Happy Monday Morning!
The Bank of Canada moved to the sidelines once again, appeasing premiers in BC & Ontario who publicly pleaded with the BoC last week. It’s no secret these two provinces have the most to lose, their coffers largely built on a highly levered housing market, but we’ll get to that in a second.
Here’s the coles notes from Tiff Macklem post pause.
“Monetary policy is working to bring inflation down—and we are encouraged by the progress we’ve made so far. Consumer price index (CPI) inflation was 3.3% in July, roughly in line with what we expected in our July Monetary Policy Report. Our 2% target is now in sight. But we are not there yet and we are concerned progress has slowed. Monetary policy still has work to do to restore price stability for Canadians, and we are committed to staying the course.”
In other words likely no more hikes, but also no cuts. That’s no bueno for Canadian households which are finally showing signs of buckling under mounting interest rates.
When Sarah Dueck and her husband bought a new house in Langley, B.C., two years ago, interest rates were low. They had little doubt they could pay off their variable-rate mortgage.
“All the messaging from the Bank of Canada was that, you know, interest rates would be low for a while and that they’d increase slowly when they did,” she told The Current’s Matt Galloway.
“So we thought, you know, on a five-year term, we’re pretty confident that variable rate was a good way to go.”
But as interest rates skyrocket, Dueck doesn’t know how much longer they can keep paying for the home.
Dueck and her husband are now staring at mortgage payments of $6,300 per month — up by $2,700 a month in payments since they bought the house.
They’ve cut various expenses to make ends meet, from cancelling investment contributions to cutting back on family visits to Ontario.
“My husband’s a teacher, so potentially he could start working [another job] in the summer,” she said. “That’s the last way that we think that we could find any more money.”

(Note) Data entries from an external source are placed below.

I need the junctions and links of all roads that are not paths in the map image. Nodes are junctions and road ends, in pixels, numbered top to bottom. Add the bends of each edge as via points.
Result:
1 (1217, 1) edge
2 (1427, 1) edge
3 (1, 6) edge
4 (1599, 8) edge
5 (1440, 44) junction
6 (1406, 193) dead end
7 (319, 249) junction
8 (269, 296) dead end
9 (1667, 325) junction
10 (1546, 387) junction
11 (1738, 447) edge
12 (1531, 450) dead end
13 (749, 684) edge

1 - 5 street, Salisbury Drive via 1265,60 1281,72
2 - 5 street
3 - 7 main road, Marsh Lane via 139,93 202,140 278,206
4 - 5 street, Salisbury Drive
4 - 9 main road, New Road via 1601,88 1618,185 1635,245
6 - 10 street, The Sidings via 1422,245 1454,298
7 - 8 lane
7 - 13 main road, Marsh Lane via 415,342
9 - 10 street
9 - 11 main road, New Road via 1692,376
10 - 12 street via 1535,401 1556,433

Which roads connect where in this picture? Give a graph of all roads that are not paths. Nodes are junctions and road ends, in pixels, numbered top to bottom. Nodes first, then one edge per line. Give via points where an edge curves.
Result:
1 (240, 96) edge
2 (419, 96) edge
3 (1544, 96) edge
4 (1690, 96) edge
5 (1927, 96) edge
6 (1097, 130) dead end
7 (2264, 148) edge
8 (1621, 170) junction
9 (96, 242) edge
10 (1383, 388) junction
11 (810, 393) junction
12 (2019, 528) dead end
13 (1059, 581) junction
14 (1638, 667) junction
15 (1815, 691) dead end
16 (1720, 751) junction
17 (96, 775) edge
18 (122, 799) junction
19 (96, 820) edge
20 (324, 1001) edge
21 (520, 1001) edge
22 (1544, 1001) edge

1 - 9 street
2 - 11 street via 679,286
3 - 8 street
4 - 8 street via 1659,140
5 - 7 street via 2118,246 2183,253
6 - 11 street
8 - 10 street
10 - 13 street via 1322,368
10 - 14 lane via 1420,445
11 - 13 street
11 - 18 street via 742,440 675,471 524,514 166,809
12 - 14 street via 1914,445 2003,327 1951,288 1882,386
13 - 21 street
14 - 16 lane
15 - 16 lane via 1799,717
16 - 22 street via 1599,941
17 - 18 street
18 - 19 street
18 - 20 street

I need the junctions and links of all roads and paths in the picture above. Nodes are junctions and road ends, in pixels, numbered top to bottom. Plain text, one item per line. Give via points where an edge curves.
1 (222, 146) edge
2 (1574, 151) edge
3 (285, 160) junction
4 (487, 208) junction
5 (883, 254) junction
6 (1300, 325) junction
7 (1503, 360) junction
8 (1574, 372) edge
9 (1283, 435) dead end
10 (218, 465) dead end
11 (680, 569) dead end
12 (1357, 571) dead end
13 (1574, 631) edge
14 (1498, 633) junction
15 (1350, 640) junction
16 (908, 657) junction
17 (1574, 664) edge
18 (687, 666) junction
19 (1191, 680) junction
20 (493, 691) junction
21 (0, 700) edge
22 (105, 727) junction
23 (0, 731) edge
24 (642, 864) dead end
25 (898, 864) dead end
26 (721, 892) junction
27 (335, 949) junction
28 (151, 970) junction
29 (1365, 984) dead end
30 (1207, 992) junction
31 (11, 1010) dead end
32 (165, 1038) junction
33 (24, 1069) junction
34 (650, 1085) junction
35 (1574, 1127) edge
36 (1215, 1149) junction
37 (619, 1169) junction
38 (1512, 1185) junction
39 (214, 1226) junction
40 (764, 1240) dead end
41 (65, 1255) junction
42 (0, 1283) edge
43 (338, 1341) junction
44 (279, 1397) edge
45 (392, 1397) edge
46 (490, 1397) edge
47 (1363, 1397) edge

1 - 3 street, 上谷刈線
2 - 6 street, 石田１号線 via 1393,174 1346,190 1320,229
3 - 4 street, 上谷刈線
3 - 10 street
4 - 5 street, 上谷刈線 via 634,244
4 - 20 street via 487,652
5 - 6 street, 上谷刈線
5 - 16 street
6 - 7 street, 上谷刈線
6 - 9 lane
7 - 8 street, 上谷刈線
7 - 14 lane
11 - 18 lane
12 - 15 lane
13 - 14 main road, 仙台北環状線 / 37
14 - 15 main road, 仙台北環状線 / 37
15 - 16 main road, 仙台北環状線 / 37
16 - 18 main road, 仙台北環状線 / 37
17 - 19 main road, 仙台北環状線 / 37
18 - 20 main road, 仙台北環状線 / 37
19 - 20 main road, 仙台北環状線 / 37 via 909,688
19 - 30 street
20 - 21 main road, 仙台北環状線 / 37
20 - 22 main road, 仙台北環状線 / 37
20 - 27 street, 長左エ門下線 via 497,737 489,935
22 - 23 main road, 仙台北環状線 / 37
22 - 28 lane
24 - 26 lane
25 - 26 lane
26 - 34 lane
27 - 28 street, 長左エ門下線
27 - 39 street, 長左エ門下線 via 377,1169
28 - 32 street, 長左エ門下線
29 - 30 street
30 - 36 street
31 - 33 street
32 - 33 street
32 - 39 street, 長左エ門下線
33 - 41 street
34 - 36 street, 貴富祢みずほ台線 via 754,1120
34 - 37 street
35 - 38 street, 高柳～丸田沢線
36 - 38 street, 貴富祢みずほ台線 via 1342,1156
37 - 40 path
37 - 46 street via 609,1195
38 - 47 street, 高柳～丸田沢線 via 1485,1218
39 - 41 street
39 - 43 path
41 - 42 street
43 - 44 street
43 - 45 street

You can multiply this story across a good chunk of the country. It’s happening at scale, I know because I talk to homeowners, Realtors, and mortgage brokers on a daily basis. Remember, 57% of all new mortgages originated at the top of the housing market were variable rate mortgages. However, this isn’t just a variable rate mortgage story.
Homeowners who are renewing their fixed rate mortgages are also being served a spoonful of Buckley’s. A 6% mortgage rate will slow consumer spending fast and hard.
Here’s a real life scenario of a 5 year fixed rate mortgage renewing today.
$750,000 Mortgage taken out in 2018, 3% mortgage rate, 30 year amoritization. Monthly payment $3155.
Mortgage balance outstanding after 5 years, $666,797. New rate 6.2%, on remaining amoritization of 25 years. Monthly payment $4346.
That’s an extra $1200 out the door.
Like I said, it tastes awful and it works.
Yes wages are up, but so is the cost of living. You could push the amortization back to 30 years but that only lowers the payment by about $300. However you also have to QUALIFY. Pushing back the amortization would require the borrower to pass a stress test of 8.2%- good luck with that.
This is the reality facing plenty of Canadian households if rates don’t come down, and fast. Remember our mortgage renewal wall.
It should come as no surprise that second quarter GDP contracted, the only thing that’s surprising is how long it took and how far off the BoC’s estimate was for 1.5% growth.
The housing market has been isolated from the pain of rate hikes thanks to multi-decade lows in new listings for most of this year. I get a sense that might change soon based on the anecdotal conversations i’m having across the industry.
Unfortunately, the BoC doesn’t get to rely on anecdotes, and has to wait for the data to officially turn, sometimes requiring several revisions to boot. It’s like watching a cruise ship pull a U-Turn. Bon voyage!